- **Aim of the task**:
Repeat the records below exactly. Omit the pictures.

- **Dataset records**:
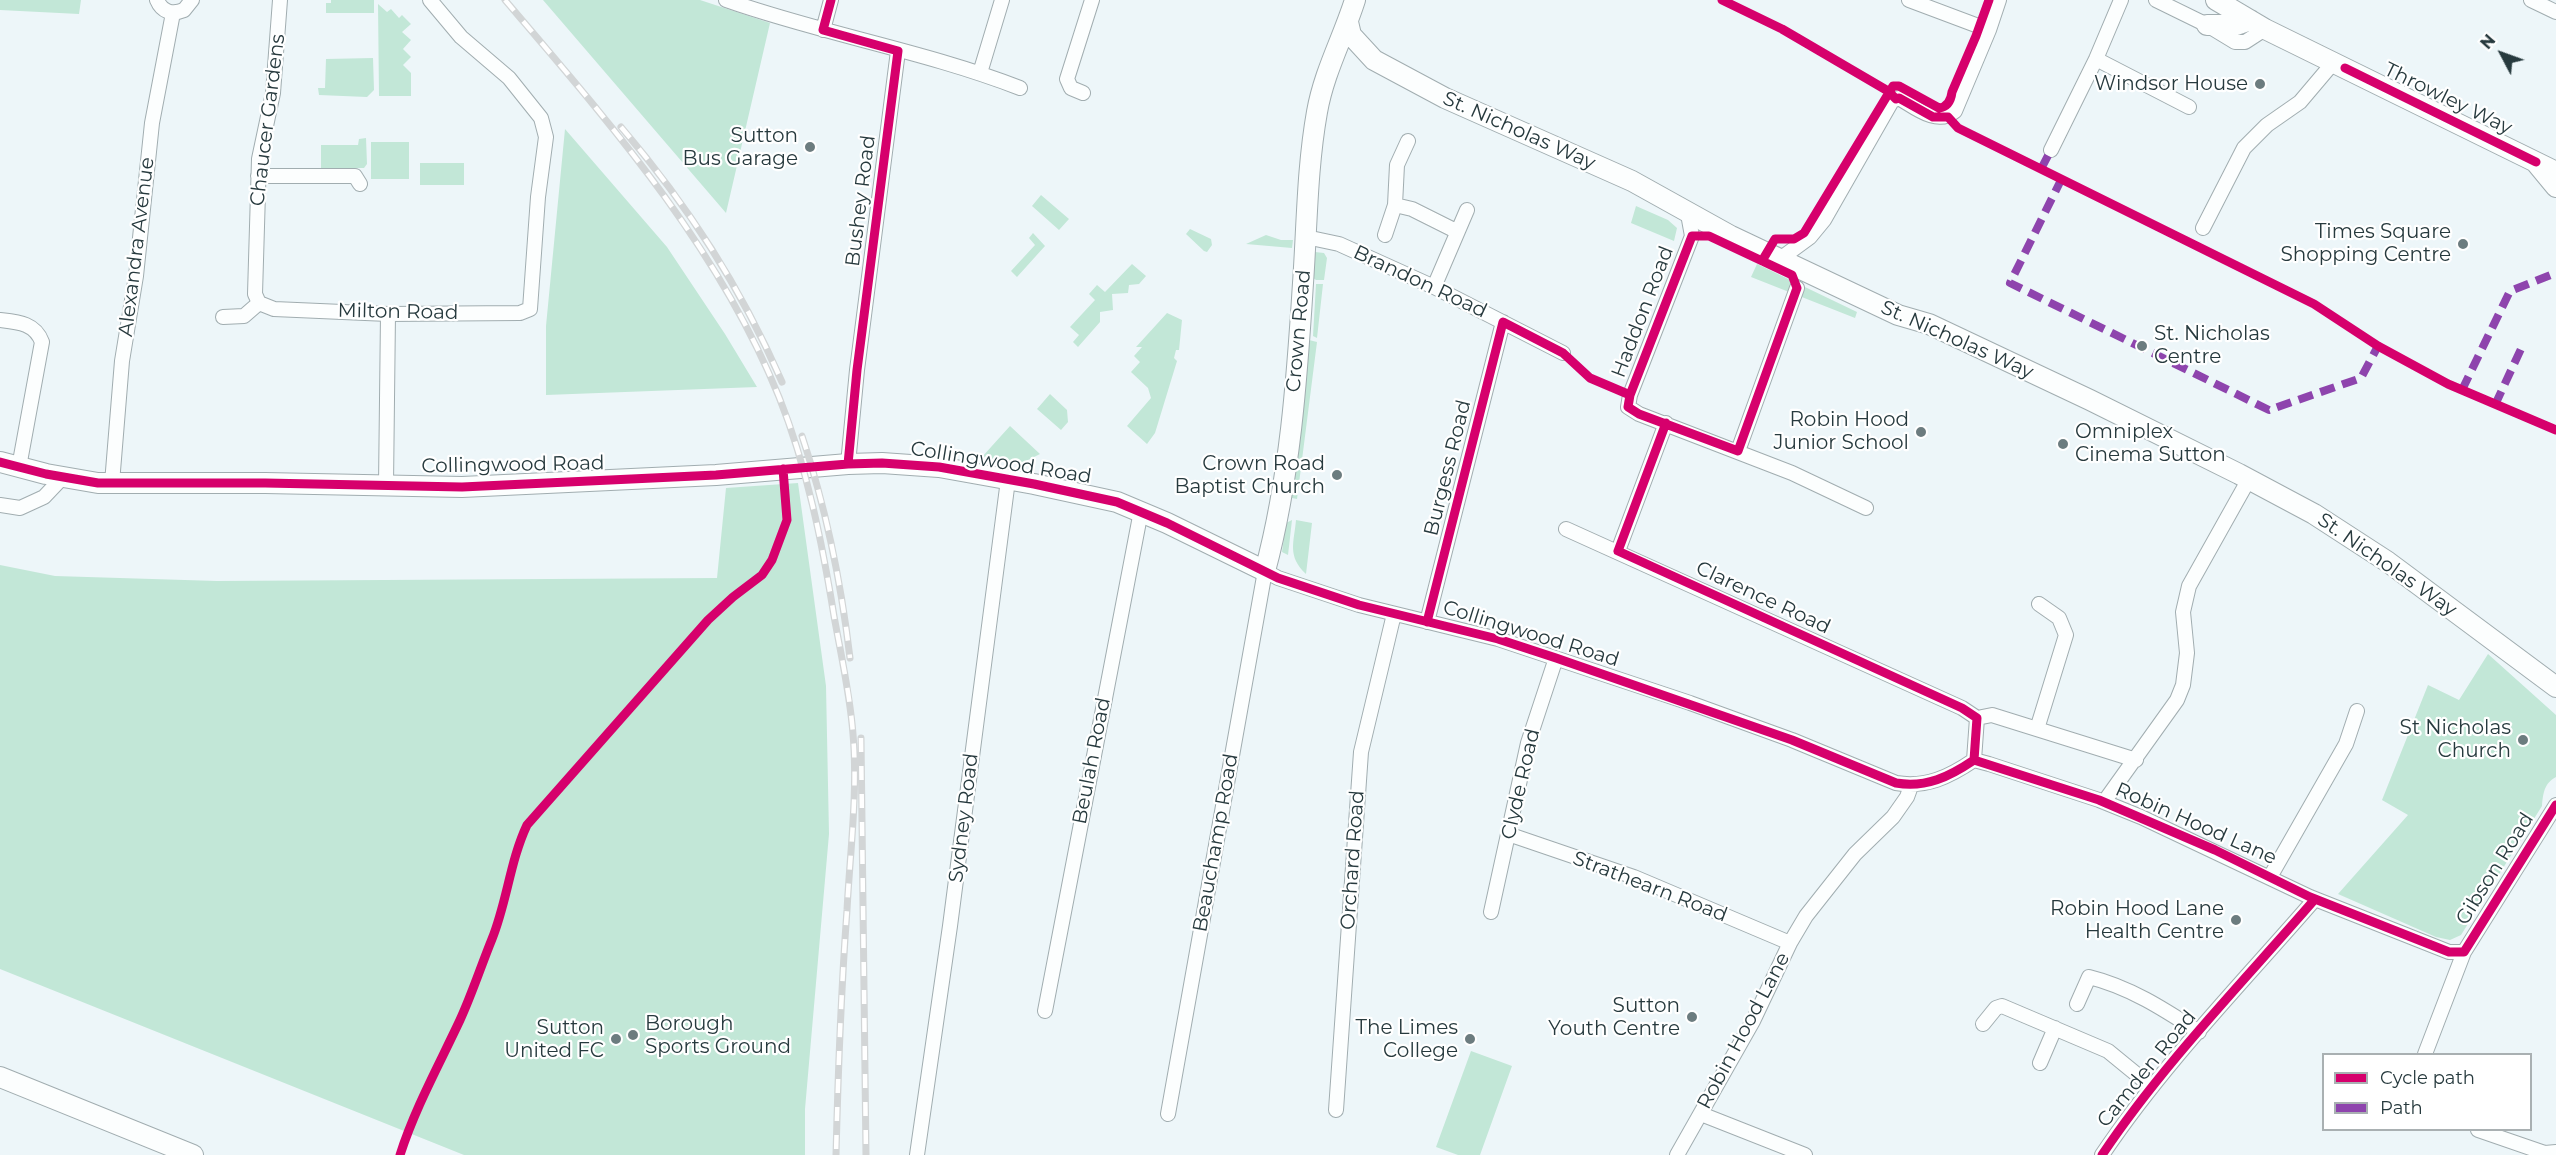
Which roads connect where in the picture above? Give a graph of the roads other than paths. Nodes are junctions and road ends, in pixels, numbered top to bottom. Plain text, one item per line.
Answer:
1 (157, 0) edge
2 (192, 0) edge
3 (280, 0) edge
4 (430, 0) edge
5 (726, 0) edge
6 (831, 0) edge
7 (1002, 0) edge
8 (1092, 0) edge
9 (1355, 0) edge
10 (1999, 0) edge
11 (2156, 0) edge
12 (2216, 0) edge
13 (2531, 0) edge
14 (2123, 1) edge
15 (1918, 2) edge
16 (2556, 12) edge
17 (173, 13) junction
18 (1348, 22) junction
19 (2207, 25) joint
20 (2257, 25) junction
21 (823, 30) junction
22 (1989, 30) junction
23 (898, 51) junction
24 (2096, 58) junction
25 (1374, 60) junction
26 (2333, 63) junction
27 (980, 73) junction
28 (1020, 88) dead end
29 (1323, 89) junction
30 (1083, 93) dead end
31 (2189, 107) dead end
32 (1408, 141) dead end
33 (2050, 150) dead end
34 (2536, 162) junction
35 (2556, 172) edge
36 (258, 176) junction
37 (360, 184) dead end
38 (2556, 188) edge
39 (1395, 205) junction
40 (1467, 210) dead end
41 (1688, 214) junction
42 (2203, 228) dead end
43 (1456, 231) junction
44 (1385, 234) dead end
45 (1306, 237) junction
46 (1780, 259) junction
47 (1434, 287) junction
48 (1797, 288) dead end
49 (262, 305) junction
50 (388, 314) junction
51 (223, 317) dead end
52 (0, 320) edge
53 (1503, 322) junction
54 (1563, 353) dead end
55 (1666, 423) junction
56 (1738, 451) junction
57 (849, 464) junction
58 (9, 465) edge
59 (63, 477) junction
60 (2249, 479) junction
61 (1008, 480) junction
62 (112, 483) junction
63 (386, 484) junction
64 (0, 506) edge
65 (1866, 508) dead end
66 (1141, 511) junction
67 (1566, 529) dead end
68 (1618, 551) junction
69 (1265, 571) junction
70 (2039, 604) dead end
71 (1394, 614) junction
72 (1428, 622) junction
73 (1556, 658) junction
74 (2556, 687) edge
75 (2357, 711) dead end
76 (1977, 718) junction
77 (2037, 729) junction
78 (1974, 760) junction
79 (2136, 760) junction
80 (1911, 786) junction
81 (2104, 802) junction
82 (2556, 805) edge
83 (1509, 834) junction
84 (2270, 877) junction
85 (2315, 899) junction
86 (1491, 912) dead end
87 (1790, 943) junction
88 (2464, 952) junction
89 (2077, 1004) dead end
90 (1045, 1011) dead end
91 (1983, 1024) dead end
92 (2055, 1028) junction
93 (2199, 1032) junction
94 (2425, 1053) edge
95 (2040, 1063) dead end
96 (0, 1077) edge
97 (2152, 1087) junction
98 (1336, 1110) dead end
99 (1168, 1114) dead end
100 (1701, 1114) junction
101 (2481, 1131) edge
102 (2556, 1152) edge
103 (193, 1155) edge
104 (917, 1155) edge
105 (1677, 1155) edge
106 (1805, 1155) edge
107 (2102, 1155) edge

1 - 17 street
2 - 17 street
3 - 36 street, Chaucer Gardens
4 - 50 street, Milton Road
5 - 21 street
6 - 21 street
7 - 27 street
8 - 30 street
9 - 18 street, Crown Road
10 - 22 street
11 - 19 street
12 - 20 street, Throwley Way
13 - 16 street
14 - 24 street
15 - 22 street
17 - 62 street, Alexandra Avenue
18 - 25 street, St. Nicholas Way
18 - 29 street, Crown Road
19 - 20 street
20 - 26 street, Throwley Way
21 - 23 street
22 - 46 street
23 - 27 street
23 - 57 street, Bushey Road
24 - 31 street
24 - 33 street
25 - 29 street, Crown Road
25 - 41 street, St. Nicholas Way
26 - 34 street, Throwley Way
26 - 42 street
27 - 28 street
29 - 45 street, Crown Road
32 - 39 street
34 - 35 street, Throwley Way
34 - 38 street
36 - 37 street
36 - 49 street, Chaucer Gardens
39 - 43 street
39 - 44 street
40 - 43 street
41 - 46 street, St. Nicholas Way
41 - 55 street, Haddon Road
43 - 47 street
45 - 47 street, Brandon Road
45 - 69 street, Crown Road
46 - 60 street, St. Nicholas Way
47 - 53 street, Brandon Road
48 - 56 street
49 - 50 street, Milton Road
49 - 51 street
50 - 63 street
52 - 58 street
53 - 54 street, Brandon Road
53 - 72 street, Burgess Road
55 - 56 street
55 - 68 street
56 - 65 street
57 - 61 street, Collingwood Road
57 - 63 street, Collingwood Road
58 - 59 street, Collingwood Road
59 - 62 street, Collingwood Road
59 - 64 street
60 - 74 street, St. Nicholas Way
60 - 79 street
61 - 66 street, Collingwood Road
61 - 104 street, Sydney Road
62 - 63 street, Collingwood Road
66 - 69 street, Collingwood Road
66 - 90 street, Beulah Road
67 - 68 street, Clarence Road
68 - 76 street, Clarence Road
69 - 71 street, Collingwood Road
69 - 99 street, Beauchamp Road
70 - 77 street
71 - 72 street, Collingwood Road
71 - 98 street, Orchard Road
72 - 73 street, Collingwood Road
73 - 80 street, Collingwood Road
73 - 83 street, Clyde Road
75 - 84 street
76 - 77 street, Clarence Road
76 - 78 street
77 - 79 street, Clarence Road
78 - 80 street
78 - 81 street, Robin Hood Lane
79 - 81 street
80 - 87 street, Robin Hood Lane
81 - 84 street, Robin Hood Lane
82 - 88 street, Gibson Road
83 - 86 street, Clyde Road
83 - 87 street, Strathearn Road
84 - 85 street, Robin Hood Lane
85 - 88 street, Robin Hood Lane
85 - 93 street, Camden Road
87 - 100 street, Robin Hood Lane
88 - 94 street, Gibson Road
89 - 93 street
91 - 92 street
92 - 95 street
92 - 97 street
93 - 97 street, Camden Road
96 - 103 street
97 - 107 street, Camden Road
100 - 105 street, Robin Hood Lane
100 - 106 street
101 - 102 street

- **Solved problem**:
Which roads connect where in the picture above? Give a graph of the roads other than paths. Nodes are junctions and road ends, in pixels, numbered top to bottom. Plain text, one item per line.
Answer:
1 (157, 0) edge
2 (192, 0) edge
3 (280, 0) edge
4 (430, 0) edge
5 (726, 0) edge
6 (831, 0) edge
7 (1002, 0) edge
8 (1092, 0) edge
9 (1355, 0) edge
10 (1999, 0) edge
11 (2156, 0) edge
12 (2216, 0) edge
13 (2531, 0) edge
14 (2123, 1) edge
15 (1918, 2) edge
16 (2556, 12) edge
17 (173, 13) junction
18 (1348, 22) junction
19 (2207, 25) joint
20 (2257, 25) junction
21 (823, 30) junction
22 (1989, 30) junction
23 (898, 51) junction
24 (2096, 58) junction
25 (1374, 60) junction
26 (2333, 63) junction
27 (980, 73) junction
28 (1020, 88) dead end
29 (1323, 89) junction
30 (1083, 93) dead end
31 (2189, 107) dead end
32 (1408, 141) dead end
33 (2050, 150) dead end
34 (2536, 162) junction
35 (2556, 172) edge
36 (258, 176) junction
37 (360, 184) dead end
38 (2556, 188) edge
39 (1395, 205) junction
40 (1467, 210) dead end
41 (1688, 214) junction
42 (2203, 228) dead end
43 (1456, 231) junction
44 (1385, 234) dead end
45 (1306, 237) junction
46 (1780, 259) junction
47 (1434, 287) junction
48 (1797, 288) dead end
49 (262, 305) junction
50 (388, 314) junction
51 (223, 317) dead end
52 (0, 320) edge
53 (1503, 322) junction
54 (1563, 353) dead end
55 (1666, 423) junction
56 (1738, 451) junction
57 (849, 464) junction
58 (9, 465) edge
59 (63, 477) junction
60 (2249, 479) junction
61 (1008, 480) junction
62 (112, 483) junction
63 (386, 484) junction
64 (0, 506) edge
65 (1866, 508) dead end
66 (1141, 511) junction
67 (1566, 529) dead end
68 (1618, 551) junction
69 (1265, 571) junction
70 (2039, 604) dead end
71 (1394, 614) junction
72 (1428, 622) junction
73 (1556, 658) junction
74 (2556, 687) edge
75 (2357, 711) dead end
76 (1977, 718) junction
77 (2037, 729) junction
78 (1974, 760) junction
79 (2136, 760) junction
80 (1911, 786) junction
81 (2104, 802) junction
82 (2556, 805) edge
83 (1509, 834) junction
84 (2270, 877) junction
85 (2315, 899) junction
86 (1491, 912) dead end
87 (1790, 943) junction
88 (2464, 952) junction
89 (2077, 1004) dead end
90 (1045, 1011) dead end
91 (1983, 1024) dead end
92 (2055, 1028) junction
93 (2199, 1032) junction
94 (2425, 1053) edge
95 (2040, 1063) dead end
96 (0, 1077) edge
97 (2152, 1087) junction
98 (1336, 1110) dead end
99 (1168, 1114) dead end
100 (1701, 1114) junction
101 (2481, 1131) edge
102 (2556, 1152) edge
103 (193, 1155) edge
104 (917, 1155) edge
105 (1677, 1155) edge
106 (1805, 1155) edge
107 (2102, 1155) edge

1 - 17 street
2 - 17 street
3 - 36 street, Chaucer Gardens
4 - 50 street, Milton Road
5 - 21 street
6 - 21 street
7 - 27 street
8 - 30 street
9 - 18 street, Crown Road
10 - 22 street
11 - 19 street
12 - 20 street, Throwley Way
13 - 16 street
14 - 24 street
15 - 22 street
17 - 62 street, Alexandra Avenue
18 - 25 street, St. Nicholas Way
18 - 29 street, Crown Road
19 - 20 street
20 - 26 street, Throwley Way
21 - 23 street
22 - 46 street
23 - 27 street
23 - 57 street, Bushey Road
24 - 31 street
24 - 33 street
25 - 29 street, Crown Road
25 - 41 street, St. Nicholas Way
26 - 34 street, Throwley Way
26 - 42 street
27 - 28 street
29 - 45 street, Crown Road
32 - 39 street
34 - 35 street, Throwley Way
34 - 38 street
36 - 37 street
36 - 49 street, Chaucer Gardens
39 - 43 street
39 - 44 street
40 - 43 street
41 - 46 street, St. Nicholas Way
41 - 55 street, Haddon Road
43 - 47 street
45 - 47 street, Brandon Road
45 - 69 street, Crown Road
46 - 60 street, St. Nicholas Way
47 - 53 street, Brandon Road
48 - 56 street
49 - 50 street, Milton Road
49 - 51 street
50 - 63 street
52 - 58 street
53 - 54 street, Brandon Road
53 - 72 street, Burgess Road
55 - 56 street
55 - 68 street
56 - 65 street
57 - 61 street, Collingwood Road
57 - 63 street, Collingwood Road
58 - 59 street, Collingwood Road
59 - 62 street, Collingwood Road
59 - 64 street
60 - 74 street, St. Nicholas Way
60 - 79 street
61 - 66 street, Collingwood Road
61 - 104 street, Sydney Road
62 - 63 street, Collingwood Road
66 - 69 street, Collingwood Road
66 - 90 street, Beulah Road
67 - 68 street, Clarence Road
68 - 76 street, Clarence Road
69 - 71 street, Collingwood Road
69 - 99 street, Beauchamp Road
70 - 77 street
71 - 72 street, Collingwood Road
71 - 98 street, Orchard Road
72 - 73 street, Collingwood Road
73 - 80 street, Collingwood Road
73 - 83 street, Clyde Road
75 - 84 street
76 - 77 street, Clarence Road
76 - 78 street
77 - 79 street, Clarence Road
78 - 80 street
78 - 81 street, Robin Hood Lane
79 - 81 street
80 - 87 street, Robin Hood Lane
81 - 84 street, Robin Hood Lane
82 - 88 street, Gibson Road
83 - 86 street, Clyde Road
83 - 87 street, Strathearn Road
84 - 85 street, Robin Hood Lane
85 - 88 street, Robin Hood Lane
85 - 93 street, Camden Road
87 - 100 street, Robin Hood Lane
88 - 94 street, Gibson Road
89 - 93 street
91 - 92 street
92 - 95 street
92 - 97 street
93 - 97 street, Camden Road
96 - 103 street
97 - 107 street, Camden Road
100 - 105 street, Robin Hood Lane
100 - 106 street
101 - 102 street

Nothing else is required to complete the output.